On their flight, there were fewer than a dozen passengers, all wearing masks. There was no food or drinks service on board, and they were hungry when they landed at J.F.K., a little after midnight. As they walked through the empty terminal, past a lone T.S.A. officer sitting in a chair, their sense of unease grew. Their Uber driver seemed tense. At the hotel, they ate a pizza they’d ordered from a food-delivery app. Five hours later, Tony picked up his I.D. badge and got to work. Later, Ashley went to an office in midtown to complete her credentialling process. Afterward, she walked to Times Square. The lights were on and the signs were flashing, but the streets were deserted. They’d been to New York before, but not this version.

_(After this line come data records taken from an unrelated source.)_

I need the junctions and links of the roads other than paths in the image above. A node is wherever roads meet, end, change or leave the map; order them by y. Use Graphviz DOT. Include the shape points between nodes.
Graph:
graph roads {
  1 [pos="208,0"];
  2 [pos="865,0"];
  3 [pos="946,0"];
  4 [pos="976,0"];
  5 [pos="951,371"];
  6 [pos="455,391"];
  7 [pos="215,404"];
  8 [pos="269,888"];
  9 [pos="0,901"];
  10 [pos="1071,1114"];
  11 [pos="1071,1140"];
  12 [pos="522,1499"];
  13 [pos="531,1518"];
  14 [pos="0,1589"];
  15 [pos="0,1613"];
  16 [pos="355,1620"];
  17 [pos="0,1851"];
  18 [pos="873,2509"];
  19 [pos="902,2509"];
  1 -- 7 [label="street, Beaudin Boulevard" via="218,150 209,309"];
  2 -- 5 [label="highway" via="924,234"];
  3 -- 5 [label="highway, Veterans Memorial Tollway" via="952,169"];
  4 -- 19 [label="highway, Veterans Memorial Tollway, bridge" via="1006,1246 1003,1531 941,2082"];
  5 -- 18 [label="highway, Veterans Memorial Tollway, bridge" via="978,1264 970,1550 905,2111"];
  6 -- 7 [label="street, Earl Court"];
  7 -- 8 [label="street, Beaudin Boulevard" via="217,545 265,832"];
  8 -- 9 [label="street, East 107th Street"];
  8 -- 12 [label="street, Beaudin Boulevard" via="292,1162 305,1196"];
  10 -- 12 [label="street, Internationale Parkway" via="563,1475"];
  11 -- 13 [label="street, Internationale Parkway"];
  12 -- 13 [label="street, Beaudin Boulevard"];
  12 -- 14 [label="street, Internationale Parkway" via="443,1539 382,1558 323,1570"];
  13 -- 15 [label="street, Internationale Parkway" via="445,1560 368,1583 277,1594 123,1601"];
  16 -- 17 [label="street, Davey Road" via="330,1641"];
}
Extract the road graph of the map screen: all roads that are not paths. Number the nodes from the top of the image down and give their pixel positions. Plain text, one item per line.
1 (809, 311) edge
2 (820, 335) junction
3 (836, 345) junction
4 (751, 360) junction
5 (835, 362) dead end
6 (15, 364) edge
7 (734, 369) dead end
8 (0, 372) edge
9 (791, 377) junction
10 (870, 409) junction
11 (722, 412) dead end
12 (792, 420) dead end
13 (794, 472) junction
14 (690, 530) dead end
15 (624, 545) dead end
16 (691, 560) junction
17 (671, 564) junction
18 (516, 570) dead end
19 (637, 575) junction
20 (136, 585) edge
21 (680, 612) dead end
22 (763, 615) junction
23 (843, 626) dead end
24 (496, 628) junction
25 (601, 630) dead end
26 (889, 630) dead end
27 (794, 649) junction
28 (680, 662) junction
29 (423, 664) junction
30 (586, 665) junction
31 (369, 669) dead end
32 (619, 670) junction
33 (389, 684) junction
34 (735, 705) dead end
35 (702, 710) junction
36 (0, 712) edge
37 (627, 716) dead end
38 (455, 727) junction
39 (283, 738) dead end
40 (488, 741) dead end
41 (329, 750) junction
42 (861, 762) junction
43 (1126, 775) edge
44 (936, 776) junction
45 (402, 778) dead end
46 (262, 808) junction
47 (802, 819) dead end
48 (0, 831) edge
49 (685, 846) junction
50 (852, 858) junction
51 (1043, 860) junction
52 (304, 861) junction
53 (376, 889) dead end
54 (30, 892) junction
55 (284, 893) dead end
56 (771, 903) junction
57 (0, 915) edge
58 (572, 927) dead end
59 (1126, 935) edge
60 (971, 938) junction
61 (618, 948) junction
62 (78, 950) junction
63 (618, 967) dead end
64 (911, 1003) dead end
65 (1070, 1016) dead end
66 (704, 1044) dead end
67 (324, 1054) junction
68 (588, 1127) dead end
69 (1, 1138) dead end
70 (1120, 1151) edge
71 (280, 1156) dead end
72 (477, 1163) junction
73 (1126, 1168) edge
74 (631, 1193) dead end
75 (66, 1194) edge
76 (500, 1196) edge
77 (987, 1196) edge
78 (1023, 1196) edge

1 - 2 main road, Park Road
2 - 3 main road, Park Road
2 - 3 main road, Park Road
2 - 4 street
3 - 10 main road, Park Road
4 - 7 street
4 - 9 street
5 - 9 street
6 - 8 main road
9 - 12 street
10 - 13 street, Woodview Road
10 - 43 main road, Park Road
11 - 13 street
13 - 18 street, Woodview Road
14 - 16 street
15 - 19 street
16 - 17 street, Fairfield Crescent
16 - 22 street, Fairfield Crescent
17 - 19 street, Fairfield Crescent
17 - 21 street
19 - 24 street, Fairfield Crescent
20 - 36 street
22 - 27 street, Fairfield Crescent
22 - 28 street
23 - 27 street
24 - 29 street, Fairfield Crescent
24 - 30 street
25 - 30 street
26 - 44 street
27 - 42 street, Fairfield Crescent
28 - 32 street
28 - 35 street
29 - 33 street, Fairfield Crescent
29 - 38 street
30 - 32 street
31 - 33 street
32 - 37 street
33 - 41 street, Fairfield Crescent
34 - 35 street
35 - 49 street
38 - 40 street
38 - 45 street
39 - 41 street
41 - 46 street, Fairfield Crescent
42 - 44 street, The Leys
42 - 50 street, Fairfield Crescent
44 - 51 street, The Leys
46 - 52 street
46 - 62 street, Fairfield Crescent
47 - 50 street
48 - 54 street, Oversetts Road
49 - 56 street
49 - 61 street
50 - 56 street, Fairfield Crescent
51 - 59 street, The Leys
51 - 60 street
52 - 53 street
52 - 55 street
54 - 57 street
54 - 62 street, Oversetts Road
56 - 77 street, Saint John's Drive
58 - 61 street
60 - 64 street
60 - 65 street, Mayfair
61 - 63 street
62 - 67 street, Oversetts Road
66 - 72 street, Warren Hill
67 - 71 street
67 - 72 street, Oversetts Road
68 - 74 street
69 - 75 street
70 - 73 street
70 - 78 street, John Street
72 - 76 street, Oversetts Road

For Tony, nervous energy quickly gave way to reflexive action. There was almost no time to meet his new colleagues. His first day was marked by a constant flow of patients: just as one was stabilized, another arrived, gasping for breath or already intubated. When a spare moment presented itself, he and his team would swap theories about the coronavirus and discuss the few studies that had been published. He felt disoriented, not just by the tumult of the ward and the uncertainties of the virus but by the unfamiliar faces and layout of a new hospital. One morning, he entered a break room and sank, exhausted, into a chair. “Hey! You’re the Utah guy,” one doctor said. Around him, many others were reviewing cases and debating treatments. He had known that all of the units on his floor had been transformed into COVID-19 wards; only now did he realize that the same was true of nearly the whole hospital. He took the stairs down to a surgical floor and made his way along a hallway with operating rooms on both sides. There, he got a hint of the pandemic’s true scale: in each room, rows of unconscious patients were connected to ventilators, their alarms echoing eerily down the empty corridor. “It was straight out of a science-fiction movie,” he recalled.